● **Dataset entries**:
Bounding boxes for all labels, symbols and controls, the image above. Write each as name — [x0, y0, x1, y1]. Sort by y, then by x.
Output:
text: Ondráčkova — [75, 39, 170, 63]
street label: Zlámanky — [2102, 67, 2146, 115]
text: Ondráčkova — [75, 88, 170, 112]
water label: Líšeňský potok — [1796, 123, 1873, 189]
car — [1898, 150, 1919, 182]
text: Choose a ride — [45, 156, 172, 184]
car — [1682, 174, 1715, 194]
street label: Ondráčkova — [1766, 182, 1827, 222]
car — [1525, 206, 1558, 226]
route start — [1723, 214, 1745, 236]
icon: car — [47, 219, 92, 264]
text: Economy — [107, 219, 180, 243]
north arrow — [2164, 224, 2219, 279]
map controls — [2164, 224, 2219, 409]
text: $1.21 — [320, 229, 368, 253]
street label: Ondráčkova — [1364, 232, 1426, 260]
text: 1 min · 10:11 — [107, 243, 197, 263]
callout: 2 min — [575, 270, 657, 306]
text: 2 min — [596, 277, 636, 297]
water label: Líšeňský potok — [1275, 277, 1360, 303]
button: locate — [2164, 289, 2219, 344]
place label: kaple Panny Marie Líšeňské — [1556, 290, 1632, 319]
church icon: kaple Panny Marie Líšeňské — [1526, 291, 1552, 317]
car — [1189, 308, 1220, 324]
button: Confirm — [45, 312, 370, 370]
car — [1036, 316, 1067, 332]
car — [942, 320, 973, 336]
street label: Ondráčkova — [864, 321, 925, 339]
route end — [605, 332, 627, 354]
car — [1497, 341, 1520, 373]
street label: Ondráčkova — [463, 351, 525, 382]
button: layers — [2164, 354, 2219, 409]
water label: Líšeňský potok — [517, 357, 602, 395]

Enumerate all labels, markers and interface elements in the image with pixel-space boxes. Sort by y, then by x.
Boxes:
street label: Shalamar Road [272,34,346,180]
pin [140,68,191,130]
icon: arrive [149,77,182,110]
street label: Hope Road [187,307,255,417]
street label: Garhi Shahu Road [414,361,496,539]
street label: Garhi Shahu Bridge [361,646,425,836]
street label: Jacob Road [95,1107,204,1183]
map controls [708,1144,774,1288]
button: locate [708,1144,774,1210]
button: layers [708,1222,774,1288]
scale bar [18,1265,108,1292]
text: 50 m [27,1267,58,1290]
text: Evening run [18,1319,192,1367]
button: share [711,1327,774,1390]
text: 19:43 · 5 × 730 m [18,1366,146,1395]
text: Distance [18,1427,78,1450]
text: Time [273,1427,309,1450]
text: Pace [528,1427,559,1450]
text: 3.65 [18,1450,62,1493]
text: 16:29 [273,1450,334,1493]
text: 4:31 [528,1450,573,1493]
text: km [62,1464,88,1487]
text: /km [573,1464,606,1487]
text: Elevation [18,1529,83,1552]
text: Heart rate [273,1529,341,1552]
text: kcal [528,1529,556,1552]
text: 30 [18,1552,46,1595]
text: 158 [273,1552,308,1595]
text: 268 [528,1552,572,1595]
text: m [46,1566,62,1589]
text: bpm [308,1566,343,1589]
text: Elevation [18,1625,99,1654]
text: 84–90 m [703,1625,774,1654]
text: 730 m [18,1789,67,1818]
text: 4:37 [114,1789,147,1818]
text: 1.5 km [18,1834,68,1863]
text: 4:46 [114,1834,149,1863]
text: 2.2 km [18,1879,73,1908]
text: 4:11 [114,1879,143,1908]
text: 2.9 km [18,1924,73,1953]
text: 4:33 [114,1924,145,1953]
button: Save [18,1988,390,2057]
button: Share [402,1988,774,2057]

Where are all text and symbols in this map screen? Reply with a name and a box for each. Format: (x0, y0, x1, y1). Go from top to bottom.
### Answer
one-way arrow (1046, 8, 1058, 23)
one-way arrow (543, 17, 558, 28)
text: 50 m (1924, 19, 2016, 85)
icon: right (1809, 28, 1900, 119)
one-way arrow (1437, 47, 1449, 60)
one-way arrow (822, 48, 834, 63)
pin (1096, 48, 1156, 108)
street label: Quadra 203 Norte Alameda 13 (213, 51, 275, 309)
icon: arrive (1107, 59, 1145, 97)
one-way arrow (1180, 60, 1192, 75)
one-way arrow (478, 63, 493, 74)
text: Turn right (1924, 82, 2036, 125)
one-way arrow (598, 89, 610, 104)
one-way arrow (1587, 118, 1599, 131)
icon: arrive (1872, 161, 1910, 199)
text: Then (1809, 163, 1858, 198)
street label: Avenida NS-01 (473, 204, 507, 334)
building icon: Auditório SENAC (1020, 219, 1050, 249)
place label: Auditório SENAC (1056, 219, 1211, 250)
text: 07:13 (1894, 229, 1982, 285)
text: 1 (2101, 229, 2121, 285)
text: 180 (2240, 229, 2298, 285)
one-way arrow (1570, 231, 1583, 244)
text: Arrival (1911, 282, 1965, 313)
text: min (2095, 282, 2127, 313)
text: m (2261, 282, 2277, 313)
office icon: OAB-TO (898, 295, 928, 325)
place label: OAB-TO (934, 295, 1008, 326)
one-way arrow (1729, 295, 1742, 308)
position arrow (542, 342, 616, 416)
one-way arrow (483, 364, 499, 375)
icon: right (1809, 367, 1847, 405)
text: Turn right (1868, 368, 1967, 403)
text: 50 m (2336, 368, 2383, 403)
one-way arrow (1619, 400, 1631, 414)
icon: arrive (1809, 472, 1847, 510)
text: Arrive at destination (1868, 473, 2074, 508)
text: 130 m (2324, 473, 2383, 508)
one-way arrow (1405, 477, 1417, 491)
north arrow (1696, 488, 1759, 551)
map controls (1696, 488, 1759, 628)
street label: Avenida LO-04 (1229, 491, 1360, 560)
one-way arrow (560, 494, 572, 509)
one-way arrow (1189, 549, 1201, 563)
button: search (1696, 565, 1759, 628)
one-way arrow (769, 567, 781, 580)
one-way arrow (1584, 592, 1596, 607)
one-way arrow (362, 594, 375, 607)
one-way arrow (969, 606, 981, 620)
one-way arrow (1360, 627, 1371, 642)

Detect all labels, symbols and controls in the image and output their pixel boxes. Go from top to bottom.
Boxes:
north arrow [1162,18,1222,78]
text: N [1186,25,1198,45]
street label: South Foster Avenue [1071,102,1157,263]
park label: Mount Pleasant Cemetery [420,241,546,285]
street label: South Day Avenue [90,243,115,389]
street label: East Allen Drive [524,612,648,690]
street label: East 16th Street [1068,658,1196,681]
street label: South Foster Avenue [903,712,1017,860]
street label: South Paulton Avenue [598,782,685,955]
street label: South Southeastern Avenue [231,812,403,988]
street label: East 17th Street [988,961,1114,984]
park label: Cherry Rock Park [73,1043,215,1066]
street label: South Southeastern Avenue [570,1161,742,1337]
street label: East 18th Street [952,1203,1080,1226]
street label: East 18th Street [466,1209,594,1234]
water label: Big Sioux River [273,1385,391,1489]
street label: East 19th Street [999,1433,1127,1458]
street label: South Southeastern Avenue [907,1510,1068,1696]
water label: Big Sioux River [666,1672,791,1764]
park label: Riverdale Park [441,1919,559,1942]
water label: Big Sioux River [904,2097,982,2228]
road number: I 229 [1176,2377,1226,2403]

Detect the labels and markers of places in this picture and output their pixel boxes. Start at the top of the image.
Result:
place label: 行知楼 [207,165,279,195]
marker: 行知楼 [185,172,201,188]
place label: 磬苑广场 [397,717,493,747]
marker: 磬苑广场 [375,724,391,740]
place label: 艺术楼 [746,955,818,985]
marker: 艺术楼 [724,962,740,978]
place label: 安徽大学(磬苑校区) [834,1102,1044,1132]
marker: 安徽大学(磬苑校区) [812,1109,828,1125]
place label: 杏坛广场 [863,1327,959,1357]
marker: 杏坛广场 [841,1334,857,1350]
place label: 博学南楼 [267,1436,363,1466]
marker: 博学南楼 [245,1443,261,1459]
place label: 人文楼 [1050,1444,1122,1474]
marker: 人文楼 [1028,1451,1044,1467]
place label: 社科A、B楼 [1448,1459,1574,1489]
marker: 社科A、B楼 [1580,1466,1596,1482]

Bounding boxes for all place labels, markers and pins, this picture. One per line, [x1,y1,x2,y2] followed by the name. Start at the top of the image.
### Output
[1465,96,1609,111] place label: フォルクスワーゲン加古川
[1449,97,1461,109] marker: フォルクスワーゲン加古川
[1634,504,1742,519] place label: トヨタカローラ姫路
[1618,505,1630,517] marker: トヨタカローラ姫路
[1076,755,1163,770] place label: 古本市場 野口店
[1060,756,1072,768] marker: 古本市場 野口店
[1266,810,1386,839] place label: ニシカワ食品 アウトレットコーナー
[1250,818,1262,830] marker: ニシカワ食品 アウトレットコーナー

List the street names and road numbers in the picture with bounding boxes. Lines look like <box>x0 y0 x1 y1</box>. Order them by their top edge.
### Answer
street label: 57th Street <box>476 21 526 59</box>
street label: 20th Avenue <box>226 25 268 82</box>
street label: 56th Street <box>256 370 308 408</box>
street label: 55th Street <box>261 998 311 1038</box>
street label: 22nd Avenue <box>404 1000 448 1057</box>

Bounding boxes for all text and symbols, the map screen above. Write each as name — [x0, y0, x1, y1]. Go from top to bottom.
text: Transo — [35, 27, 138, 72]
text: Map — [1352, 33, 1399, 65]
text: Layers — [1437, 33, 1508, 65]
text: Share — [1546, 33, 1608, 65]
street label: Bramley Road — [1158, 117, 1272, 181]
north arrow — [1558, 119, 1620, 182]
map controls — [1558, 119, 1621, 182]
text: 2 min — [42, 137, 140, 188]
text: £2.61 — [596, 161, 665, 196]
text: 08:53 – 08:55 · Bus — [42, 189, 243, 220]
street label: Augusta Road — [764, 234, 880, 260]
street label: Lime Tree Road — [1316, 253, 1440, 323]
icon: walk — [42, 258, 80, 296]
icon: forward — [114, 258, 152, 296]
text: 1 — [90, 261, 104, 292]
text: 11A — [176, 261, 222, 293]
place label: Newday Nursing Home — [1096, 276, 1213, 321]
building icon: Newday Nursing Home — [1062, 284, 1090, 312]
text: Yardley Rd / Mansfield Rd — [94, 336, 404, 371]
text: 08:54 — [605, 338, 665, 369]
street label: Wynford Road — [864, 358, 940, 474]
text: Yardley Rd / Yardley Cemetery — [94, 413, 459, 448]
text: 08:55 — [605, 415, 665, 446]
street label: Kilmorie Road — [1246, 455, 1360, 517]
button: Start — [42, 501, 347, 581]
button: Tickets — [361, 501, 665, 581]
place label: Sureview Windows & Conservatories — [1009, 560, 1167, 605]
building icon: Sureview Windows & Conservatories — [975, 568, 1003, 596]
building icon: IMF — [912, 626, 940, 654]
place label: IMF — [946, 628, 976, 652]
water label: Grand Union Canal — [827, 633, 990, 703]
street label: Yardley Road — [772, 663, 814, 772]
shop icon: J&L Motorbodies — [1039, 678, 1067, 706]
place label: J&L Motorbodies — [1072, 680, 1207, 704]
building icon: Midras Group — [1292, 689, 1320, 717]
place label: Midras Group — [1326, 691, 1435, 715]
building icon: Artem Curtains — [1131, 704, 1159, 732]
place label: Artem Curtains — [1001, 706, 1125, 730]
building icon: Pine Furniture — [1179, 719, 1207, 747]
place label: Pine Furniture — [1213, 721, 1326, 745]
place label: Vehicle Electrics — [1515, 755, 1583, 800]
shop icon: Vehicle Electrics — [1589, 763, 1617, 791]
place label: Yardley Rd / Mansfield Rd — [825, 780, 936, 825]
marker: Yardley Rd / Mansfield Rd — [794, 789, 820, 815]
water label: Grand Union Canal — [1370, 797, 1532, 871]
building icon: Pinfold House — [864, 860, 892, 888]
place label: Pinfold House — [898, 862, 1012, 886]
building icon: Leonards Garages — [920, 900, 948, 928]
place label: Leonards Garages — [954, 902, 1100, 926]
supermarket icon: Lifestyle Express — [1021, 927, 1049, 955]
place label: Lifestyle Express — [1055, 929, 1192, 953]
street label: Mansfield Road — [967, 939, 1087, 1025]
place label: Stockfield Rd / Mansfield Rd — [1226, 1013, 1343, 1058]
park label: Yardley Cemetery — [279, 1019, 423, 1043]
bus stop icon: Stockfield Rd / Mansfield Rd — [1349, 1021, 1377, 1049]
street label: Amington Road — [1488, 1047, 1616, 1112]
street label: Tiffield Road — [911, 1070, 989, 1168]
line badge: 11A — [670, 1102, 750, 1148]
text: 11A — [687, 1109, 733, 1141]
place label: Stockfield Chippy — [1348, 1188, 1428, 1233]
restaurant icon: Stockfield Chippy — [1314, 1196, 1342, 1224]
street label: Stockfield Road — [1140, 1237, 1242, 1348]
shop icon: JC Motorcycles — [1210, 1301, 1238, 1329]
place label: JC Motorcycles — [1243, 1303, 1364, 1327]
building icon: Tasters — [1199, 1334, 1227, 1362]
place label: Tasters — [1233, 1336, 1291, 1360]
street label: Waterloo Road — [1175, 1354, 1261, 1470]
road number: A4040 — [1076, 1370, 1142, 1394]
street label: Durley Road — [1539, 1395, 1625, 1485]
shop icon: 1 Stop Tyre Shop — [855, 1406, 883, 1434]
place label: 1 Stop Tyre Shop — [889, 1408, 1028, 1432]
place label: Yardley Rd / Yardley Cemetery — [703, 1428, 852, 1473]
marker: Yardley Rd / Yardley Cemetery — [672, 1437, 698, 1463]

● **What the task asks**: Every line above in which the word "screen" occurs is to be copied.

● **Task output**:
Where are all text and symbols in this map screen? Reply with a name and a box for each. Format: (x0, y0, x1, y1). Go from top to bottom.
Bounding boxes for all text and symbols, the map screen above. Write each as name — [x0, y0, x1, y1]. Go from top to bottom.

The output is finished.